We can even do more. Extrapolate the curve to standard pressure and get the boiling point at 39°C. Now Mr. Trouton tells us that at standard pressure the entropy of vaporisation for every liquid is about 88 J / (mol K). (It seems that this is thermodynamically derived.)

Can we get the entropy just from this curve? Yes we can. We know that Δ_vG = Δ_vH - TΔ_vS. Since we are at equilibrium Δ_vG = 0. Then Δ_vS = Δ_vH / T (we actually used this equation already the other way around for deriving the Clausius-Clapeyron equation).

Divide the enthalpy at the boiling point by the temperature and you get 75,8 J / (mol K). That is almost what Mr. Trouton said.

It took me some time to appreciate thermodynamics. But now I think it is amazing how all those values are related and how much you can do with it. Actually synthetic chemistry is cool, too (on paper at least).

SPPS

If biological synthesis of proteins and cell-free DNA expression are not flexible enough for you or you consider them inhumane then you have to resort to stepwise chemical peptide synthesis. Since proteins and peptides are an important area of modern research, many efforts have been made to make them accessible by synthesis. In current methods the peptide chain is bound to a solid resin. This makes purification easier. Excess reagents can be washed away without losing product. Even with modern techniques of solid phase peptide synthesis combined with chemical ligation it is difficult to get far beyond 100 amino acid residues.

Last summer I had an internship about protein synthesis. By it I was inspired to play around a little bit with PyMOL, a nice graphics program. If you use it, check out the sculpting function.


The image shows a peptide chain bound to a solid resin (green). The main chain is shown in red, side chains in orange. Side chain functional groups are protected by light blue protecting groups. The amino acid Lysine is in place for the next coupling step. Its α-amino group is protected by t-Boc. The carbonyl is activated by an active ester to Hydroxyazobenzotriazole (purple). The picture is drawn according to literature [1].

A different perspective:


This is what the protein looks like with just sticks.

[1] Miranda, L. P. et al. 2001. Total chemical synthesis and chemotactic activity of human S100A12. FEBS Letters 488 85-90

Adrenaline

For my first post I want to show a few pictures created with ArgusLab. The molecule I am dealing with is adrenaline or epinephrine, a hormone and neurotransmitter.

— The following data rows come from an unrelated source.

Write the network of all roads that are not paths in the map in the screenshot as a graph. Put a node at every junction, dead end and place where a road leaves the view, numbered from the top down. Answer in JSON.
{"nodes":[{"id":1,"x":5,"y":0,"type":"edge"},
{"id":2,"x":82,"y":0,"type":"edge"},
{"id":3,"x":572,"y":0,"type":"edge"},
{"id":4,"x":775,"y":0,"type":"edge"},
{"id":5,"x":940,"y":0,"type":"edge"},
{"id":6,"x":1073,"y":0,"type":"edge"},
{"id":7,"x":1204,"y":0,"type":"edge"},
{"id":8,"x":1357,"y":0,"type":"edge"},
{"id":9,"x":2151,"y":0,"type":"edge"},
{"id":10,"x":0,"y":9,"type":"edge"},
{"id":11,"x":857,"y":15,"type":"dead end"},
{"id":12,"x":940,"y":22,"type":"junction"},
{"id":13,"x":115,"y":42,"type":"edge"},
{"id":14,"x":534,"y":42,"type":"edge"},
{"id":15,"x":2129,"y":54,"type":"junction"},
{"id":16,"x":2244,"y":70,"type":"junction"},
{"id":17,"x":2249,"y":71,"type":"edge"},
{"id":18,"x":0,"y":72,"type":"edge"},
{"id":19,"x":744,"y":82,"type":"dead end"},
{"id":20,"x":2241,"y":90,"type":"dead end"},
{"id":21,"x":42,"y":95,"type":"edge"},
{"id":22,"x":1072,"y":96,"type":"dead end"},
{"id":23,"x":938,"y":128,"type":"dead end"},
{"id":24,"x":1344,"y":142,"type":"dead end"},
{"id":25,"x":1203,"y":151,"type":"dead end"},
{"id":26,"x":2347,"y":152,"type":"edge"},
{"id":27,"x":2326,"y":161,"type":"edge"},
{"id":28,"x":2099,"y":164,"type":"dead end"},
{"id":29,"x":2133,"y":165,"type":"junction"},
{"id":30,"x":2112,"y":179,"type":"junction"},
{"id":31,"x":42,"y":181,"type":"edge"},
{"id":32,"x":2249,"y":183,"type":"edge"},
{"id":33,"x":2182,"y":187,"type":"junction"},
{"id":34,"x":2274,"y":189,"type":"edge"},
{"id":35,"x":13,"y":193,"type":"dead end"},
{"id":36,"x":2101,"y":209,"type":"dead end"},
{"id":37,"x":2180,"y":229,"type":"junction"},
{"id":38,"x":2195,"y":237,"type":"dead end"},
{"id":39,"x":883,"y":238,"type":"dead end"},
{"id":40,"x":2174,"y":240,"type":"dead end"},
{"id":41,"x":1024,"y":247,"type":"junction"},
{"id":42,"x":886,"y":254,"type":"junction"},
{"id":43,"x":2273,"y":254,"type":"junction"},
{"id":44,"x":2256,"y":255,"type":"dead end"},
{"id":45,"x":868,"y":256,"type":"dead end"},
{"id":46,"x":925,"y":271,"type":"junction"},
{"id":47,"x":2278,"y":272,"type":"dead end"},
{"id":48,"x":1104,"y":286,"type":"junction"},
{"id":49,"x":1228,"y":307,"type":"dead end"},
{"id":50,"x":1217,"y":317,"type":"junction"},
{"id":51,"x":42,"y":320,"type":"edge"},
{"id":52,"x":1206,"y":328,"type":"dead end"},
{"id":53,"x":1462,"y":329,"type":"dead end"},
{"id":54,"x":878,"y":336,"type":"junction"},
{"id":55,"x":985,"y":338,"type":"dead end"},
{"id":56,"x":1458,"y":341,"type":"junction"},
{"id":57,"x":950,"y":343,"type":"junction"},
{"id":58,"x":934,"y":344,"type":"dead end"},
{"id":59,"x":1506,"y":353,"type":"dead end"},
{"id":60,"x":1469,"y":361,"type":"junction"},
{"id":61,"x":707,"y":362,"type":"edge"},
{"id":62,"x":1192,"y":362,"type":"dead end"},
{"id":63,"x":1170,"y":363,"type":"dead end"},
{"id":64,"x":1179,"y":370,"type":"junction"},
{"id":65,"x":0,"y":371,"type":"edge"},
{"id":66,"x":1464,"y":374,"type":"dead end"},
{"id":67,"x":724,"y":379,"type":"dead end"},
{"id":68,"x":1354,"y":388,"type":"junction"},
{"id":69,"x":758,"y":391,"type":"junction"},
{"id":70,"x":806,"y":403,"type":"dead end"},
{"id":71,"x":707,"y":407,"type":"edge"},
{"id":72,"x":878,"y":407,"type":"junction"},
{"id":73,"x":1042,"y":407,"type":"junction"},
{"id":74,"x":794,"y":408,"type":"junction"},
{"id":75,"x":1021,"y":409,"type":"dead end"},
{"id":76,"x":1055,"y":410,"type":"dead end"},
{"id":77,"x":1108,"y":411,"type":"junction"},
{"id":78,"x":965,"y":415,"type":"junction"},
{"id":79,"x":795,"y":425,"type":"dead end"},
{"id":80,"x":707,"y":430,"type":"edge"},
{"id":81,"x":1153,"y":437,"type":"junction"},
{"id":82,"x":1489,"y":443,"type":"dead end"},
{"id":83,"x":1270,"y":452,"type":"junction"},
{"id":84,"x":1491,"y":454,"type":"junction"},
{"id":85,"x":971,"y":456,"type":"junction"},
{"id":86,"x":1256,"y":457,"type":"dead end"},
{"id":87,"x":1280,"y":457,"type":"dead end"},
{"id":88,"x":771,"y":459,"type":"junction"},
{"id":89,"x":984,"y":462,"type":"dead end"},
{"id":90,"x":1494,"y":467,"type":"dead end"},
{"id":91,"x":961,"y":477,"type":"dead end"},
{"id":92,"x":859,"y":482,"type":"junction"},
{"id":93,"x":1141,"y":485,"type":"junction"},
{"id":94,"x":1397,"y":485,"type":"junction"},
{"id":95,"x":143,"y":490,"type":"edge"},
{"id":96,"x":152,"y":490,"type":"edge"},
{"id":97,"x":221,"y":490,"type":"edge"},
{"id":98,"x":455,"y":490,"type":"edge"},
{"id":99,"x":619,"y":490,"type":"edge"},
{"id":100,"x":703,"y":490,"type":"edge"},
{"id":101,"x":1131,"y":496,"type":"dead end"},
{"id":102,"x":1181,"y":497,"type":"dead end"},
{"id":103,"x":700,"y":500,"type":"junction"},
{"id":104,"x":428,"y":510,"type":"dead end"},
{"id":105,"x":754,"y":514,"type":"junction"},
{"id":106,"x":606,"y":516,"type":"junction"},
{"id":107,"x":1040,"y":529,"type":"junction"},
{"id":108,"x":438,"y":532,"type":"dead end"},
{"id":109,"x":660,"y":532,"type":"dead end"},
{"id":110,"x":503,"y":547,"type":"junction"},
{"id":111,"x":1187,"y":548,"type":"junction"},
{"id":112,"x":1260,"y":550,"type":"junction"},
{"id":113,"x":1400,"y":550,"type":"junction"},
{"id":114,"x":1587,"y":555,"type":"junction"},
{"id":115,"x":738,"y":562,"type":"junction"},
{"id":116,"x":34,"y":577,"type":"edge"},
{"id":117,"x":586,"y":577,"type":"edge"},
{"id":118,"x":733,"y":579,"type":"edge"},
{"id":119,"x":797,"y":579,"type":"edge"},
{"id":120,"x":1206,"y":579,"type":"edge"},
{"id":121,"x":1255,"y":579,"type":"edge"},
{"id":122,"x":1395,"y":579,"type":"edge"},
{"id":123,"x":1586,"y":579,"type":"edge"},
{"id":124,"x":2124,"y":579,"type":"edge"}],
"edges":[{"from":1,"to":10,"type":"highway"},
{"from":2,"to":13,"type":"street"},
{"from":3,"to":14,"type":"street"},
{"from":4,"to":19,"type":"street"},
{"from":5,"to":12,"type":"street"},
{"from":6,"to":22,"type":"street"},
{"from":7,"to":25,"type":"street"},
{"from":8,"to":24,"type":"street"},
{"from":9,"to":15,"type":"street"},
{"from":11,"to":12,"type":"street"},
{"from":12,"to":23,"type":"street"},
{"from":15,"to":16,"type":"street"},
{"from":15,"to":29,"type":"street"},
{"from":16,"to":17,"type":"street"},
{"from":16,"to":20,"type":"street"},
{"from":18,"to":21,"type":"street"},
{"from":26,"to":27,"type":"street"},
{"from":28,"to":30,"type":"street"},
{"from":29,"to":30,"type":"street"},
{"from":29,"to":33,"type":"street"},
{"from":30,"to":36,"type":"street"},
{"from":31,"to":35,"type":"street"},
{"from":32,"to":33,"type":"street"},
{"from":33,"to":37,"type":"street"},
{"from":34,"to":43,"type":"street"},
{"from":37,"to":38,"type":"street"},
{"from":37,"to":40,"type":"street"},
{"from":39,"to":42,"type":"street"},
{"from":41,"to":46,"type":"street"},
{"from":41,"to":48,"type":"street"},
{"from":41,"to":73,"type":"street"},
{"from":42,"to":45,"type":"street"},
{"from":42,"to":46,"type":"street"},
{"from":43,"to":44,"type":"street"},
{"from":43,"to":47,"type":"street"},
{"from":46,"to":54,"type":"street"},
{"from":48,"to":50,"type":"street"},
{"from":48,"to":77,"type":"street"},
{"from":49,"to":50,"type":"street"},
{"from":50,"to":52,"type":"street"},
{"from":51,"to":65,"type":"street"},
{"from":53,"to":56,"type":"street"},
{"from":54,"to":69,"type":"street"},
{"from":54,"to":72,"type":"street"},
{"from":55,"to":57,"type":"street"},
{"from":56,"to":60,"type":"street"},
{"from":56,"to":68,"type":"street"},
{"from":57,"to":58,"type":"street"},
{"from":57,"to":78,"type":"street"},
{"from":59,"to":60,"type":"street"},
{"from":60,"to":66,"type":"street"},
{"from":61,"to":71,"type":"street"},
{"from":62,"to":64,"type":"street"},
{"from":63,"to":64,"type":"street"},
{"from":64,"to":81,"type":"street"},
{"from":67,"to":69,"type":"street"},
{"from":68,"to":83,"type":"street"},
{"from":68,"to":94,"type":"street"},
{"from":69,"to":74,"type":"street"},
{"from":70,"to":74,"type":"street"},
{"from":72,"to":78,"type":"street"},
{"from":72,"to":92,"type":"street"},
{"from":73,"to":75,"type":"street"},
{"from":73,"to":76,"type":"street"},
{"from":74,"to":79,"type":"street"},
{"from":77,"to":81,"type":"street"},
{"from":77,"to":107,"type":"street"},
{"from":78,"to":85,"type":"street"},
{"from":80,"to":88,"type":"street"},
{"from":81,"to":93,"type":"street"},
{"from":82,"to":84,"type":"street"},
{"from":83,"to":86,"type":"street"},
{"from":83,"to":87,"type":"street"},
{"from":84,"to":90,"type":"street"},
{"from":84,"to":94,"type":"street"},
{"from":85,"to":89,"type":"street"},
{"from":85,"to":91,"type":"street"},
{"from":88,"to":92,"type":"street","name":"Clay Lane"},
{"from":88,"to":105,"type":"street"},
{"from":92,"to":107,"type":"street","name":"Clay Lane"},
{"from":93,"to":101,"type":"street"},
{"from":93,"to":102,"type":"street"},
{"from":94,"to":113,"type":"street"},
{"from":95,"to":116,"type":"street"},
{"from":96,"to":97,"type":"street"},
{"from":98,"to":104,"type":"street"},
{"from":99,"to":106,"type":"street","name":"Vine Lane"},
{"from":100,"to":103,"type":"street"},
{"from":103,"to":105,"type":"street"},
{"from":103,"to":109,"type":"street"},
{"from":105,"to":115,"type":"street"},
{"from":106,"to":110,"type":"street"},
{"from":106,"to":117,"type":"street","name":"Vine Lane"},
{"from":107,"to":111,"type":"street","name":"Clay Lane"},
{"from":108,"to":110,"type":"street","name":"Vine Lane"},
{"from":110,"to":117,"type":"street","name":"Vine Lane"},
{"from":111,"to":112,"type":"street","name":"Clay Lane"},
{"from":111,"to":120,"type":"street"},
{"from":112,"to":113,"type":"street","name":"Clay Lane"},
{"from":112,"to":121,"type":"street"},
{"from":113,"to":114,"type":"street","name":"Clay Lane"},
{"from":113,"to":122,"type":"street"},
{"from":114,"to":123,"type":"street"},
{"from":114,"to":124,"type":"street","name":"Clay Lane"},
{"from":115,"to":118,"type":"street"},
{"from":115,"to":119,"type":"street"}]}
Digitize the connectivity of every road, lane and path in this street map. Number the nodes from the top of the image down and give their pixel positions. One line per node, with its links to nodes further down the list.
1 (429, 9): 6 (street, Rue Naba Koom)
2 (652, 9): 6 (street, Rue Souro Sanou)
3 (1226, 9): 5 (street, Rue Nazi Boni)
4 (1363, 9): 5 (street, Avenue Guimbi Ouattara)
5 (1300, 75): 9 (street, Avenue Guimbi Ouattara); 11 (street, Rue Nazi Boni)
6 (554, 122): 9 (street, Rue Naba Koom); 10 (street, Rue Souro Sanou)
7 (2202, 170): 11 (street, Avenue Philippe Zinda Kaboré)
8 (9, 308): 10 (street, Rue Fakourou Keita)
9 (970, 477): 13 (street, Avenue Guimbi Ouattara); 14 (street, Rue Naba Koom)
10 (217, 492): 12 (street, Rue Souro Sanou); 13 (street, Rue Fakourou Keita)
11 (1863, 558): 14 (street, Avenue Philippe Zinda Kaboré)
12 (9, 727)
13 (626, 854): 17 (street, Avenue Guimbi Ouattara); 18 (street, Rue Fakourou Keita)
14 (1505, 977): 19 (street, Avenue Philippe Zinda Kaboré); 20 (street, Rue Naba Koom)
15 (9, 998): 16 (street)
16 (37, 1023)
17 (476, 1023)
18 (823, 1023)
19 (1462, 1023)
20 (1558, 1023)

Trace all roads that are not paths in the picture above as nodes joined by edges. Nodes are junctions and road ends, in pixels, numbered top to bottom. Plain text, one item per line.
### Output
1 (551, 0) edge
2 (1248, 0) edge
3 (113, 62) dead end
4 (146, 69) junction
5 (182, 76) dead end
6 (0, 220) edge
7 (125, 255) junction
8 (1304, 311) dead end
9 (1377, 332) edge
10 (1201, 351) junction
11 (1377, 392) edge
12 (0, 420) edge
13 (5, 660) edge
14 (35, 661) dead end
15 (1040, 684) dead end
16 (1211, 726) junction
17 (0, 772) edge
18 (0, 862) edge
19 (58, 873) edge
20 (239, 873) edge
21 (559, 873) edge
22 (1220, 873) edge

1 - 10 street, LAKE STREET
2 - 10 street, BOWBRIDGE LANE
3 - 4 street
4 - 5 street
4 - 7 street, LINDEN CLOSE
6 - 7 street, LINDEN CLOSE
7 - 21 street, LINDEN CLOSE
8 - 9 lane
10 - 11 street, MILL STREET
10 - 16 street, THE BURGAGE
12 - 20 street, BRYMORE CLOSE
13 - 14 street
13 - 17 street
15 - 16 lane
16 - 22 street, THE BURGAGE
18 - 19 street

Adrenaline is derived from the amino acid tyrosine through hydroxylation, decarboxylation, and methylation. Adrenaline without the methyl group is called Noradrenaline (notice: "Nor-" means "without methyl" in biochemistry). Another name for adrenaline and noradrenaline is "catecholamines".


Adrenaline is synthesised at the kidneys in the adrenal cortex. It is the bodies short term stress response. It works as a hormone causing typical fight-and-flight reactions like increasing the heart rate and dilating arterioles in leg muscles. It also works as a neurotransmitter in the sympathetic nervous system.

The images of adrenaline I want to show are of the electrostatic potential mapped on the electron density. The shape is determined by the electron density which corresponds to the probability of finding an electron at a specific place. The surface connects all points with a given density.


The color is determined by the electrostatic potential. Negative areas localised at the oxygen and nitrogen atoms are shown in read. Positive hydrogens are white.


Another image of the ESP mapped on the density. This time the drawn density was set to a larger value. So the shape is closer to the molecule.


You can produce different kinds of surfaces. This time only dots are drawn.

Starting a blog

I know starting a blog isn't really a new idea. But I still hope I can contribute with another easy reading blog with a few nice pictures and intersting trivia.

I would like to post pictures of some cool molecules. There are nice free programs like ArgusLab and PyMOL that I can suggest to everyone who's interested in modeling and visualisation. I like producing graphics with them once in a while. These will be shown here.

And there are a lot of amazing things related to chemistry I would like to talk about. Mostly theoretical chemistry, hopefully I can still make them readable for everyone.